Kowloon is the urban area on the south of Kowloon Peninsula. Along with Hong Kong Island, this was under British administration until 1997. It is one of the most crowded places on Earth. It is also where we had our basecamp for about two weeks.

The district of Mong Kok has a density of 130.000 people per square km. A lot of the housing buildings here have been converted into shopping centers. Each evening, most roads are closed to traffic and get swarmed by a sea of pedestrians. On the middle of the road you’ll find shopping stalls, karaoke concerts and photo booths.

Besides the new Western-style stores, you will find areas with more traditional markets. Temple Street Night Market focuses on .. well.. everything (for example, we found rows upon rows of this waving cat). There’s also the Ladies Market (selling clothes), the Fish Market and, a little to the North, the Flower Market and the Bird Market.

Another emblematic place in Kowloon is Chungking. The Chungking Mansions are a housing complex near Tsim Sha Tsui (the South of Kowloon). Low cost accommodations, cheap international food, very good foreign exchange booths, a hotbed for illicit trade, a place where undocumented immigrants and petty criminals seek refuge. An entire ecosystem right in the middle of Hong Kong. An anthropologist spent 4 years here before writing the book “Ghetto at the Center of the World”. Also the setting for the movie “Chungking Express” (we watched it and, despite the high IMDB score, we’re not able to recommend it).

We visited the mansions and felt we merely got a glimpse of this place. It was a maze. Wandered through the first floors before getting lost and ending up in the adjacent shopping center. Ate at an Indian restaurant. Can’t say the prices were good, but the food was delicious.

Star Ferry runs the boats between Kowloon and Hong Kong Island. Apparently it’s one of the main attractions in the city. It’s just a 10 minute ride linking Tsim Sha Tsui with Central Pier. Costs around 0.30 EUR, slightly more expensive if you go on the upper deck.

Had a walk through Kowloon Park. You can find there flamingos, swans and some other birds.

Science museum. Cute, but kid oriented. Many simple experiments highlighted. During the week there are lots of school kids in field trips. They’d usually come at the experiment your’re looking at and start pressing buttons. Pesky little kids.

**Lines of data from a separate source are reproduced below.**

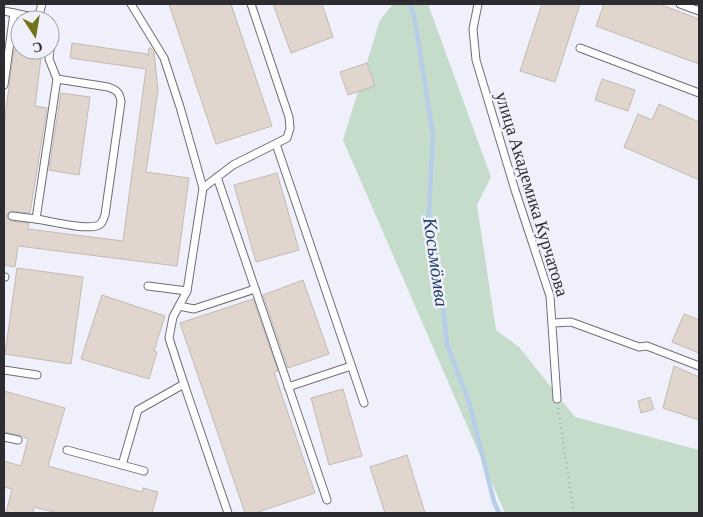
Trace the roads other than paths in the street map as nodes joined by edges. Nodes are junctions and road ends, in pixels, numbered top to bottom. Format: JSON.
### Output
{"nodes":[{"id":1,"x":132,"y":4,"type":"edge"},
{"id":2,"x":250,"y":4,"type":"edge"},
{"id":3,"x":478,"y":4,"type":"edge"},
{"id":4,"x":680,"y":4,"type":"edge"},
{"id":5,"x":699,"y":11,"type":"edge"},
{"id":6,"x":10,"y":42,"type":"edge"},
{"id":7,"x":580,"y":48,"type":"dead end"},
{"id":8,"x":50,"y":60,"type":"edge"},
{"id":9,"x":57,"y":79,"type":"junction"},
{"id":10,"x":4,"y":85,"type":"edge"},
{"id":11,"x":699,"y":92,"type":"edge"},
{"id":12,"x":276,"y":144,"type":"junction"},
{"id":13,"x":217,"y":177,"type":"junction"},
{"id":14,"x":203,"y":188,"type":"junction"},
{"id":15,"x":12,"y":216,"type":"dead end"},
{"id":16,"x":36,"y":219,"type":"junction"},
{"id":17,"x":148,"y":286,"type":"dead end"},
{"id":18,"x":255,"y":289,"type":"junction"},
{"id":19,"x":187,"y":291,"type":"junction"},
{"id":20,"x":179,"y":306,"type":"junction"},
{"id":21,"x":553,"y":323,"type":"junction"},
{"id":22,"x":351,"y":366,"type":"junction"},
{"id":23,"x":699,"y":366,"type":"edge"},
{"id":24,"x":4,"y":370,"type":"edge"},
{"id":25,"x":37,"y":374,"type":"dead end"},
{"id":26,"x":184,"y":384,"type":"junction"},
{"id":27,"x":288,"y":387,"type":"junction"},
{"id":28,"x":557,"y":399,"type":"road end"},
{"id":29,"x":364,"y":403,"type":"dead end"},
{"id":30,"x":4,"y":437,"type":"edge"},
{"id":31,"x":18,"y":440,"type":"dead end"},
{"id":32,"x":67,"y":450,"type":"dead end"},
{"id":33,"x":122,"y":465,"type":"junction"},
{"id":34,"x":144,"y":471,"type":"dead end"},
{"id":35,"x":327,"y":500,"type":"dead end"},
{"id":36,"x":228,"y":513,"type":"edge"}],
"edges":[{"from":1,"to":14,"type":"lane"},
{"from":2,"to":12,"type":"lane"},
{"from":3,"to":21,"type":"lane","name":"улица Академика Курчатова"},
{"from":4,"to":5,"type":"lane"},
{"from":6,"to":10,"type":"lane"},
{"from":7,"to":11,"type":"lane"},
{"from":8,"to":9,"type":"lane"},
{"from":9,"to":16,"type":"lane"},
{"from":9,"to":16,"type":"lane"},
{"from":12,"to":13,"type":"lane"},
{"from":12,"to":22,"type":"lane"},
{"from":13,"to":14,"type":"lane"},
{"from":13,"to":18,"type":"lane"},
{"from":14,"to":19,"type":"lane"},
{"from":15,"to":16,"type":"lane"},
{"from":17,"to":19,"type":"lane"},
{"from":18,"to":20,"type":"lane"},
{"from":18,"to":27,"type":"lane"},
{"from":19,"to":20,"type":"lane"},
{"from":20,"to":26,"type":"lane"},
{"from":21,"to":23,"type":"lane"},
{"from":21,"to":28,"type":"lane","name":"улица Академика Курчатова"},
{"from":22,"to":27,"type":"lane"},
{"from":22,"to":29,"type":"lane"},
{"from":24,"to":25,"type":"lane"},
{"from":26,"to":33,"type":"lane"},
{"from":26,"to":36,"type":"lane"},
{"from":27,"to":35,"type":"lane"},
{"from":30,"to":31,"type":"lane"},
{"from":32,"to":33,"type":"lane"},
{"from":33,"to":34,"type":"lane"}]}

They had a new exhibition about T-Rex. In one room they had tablets that would play, using augmented reality, short clips with dinosaurs. Next they had a row of chairs with virtual reality headsets. You got to watch a short movie, paragliding over prehistoric forests.

West Kowloon Waterfront. It’s a park and promenade. Currently it’s in construction, so not worth visiting for at least a couple of years.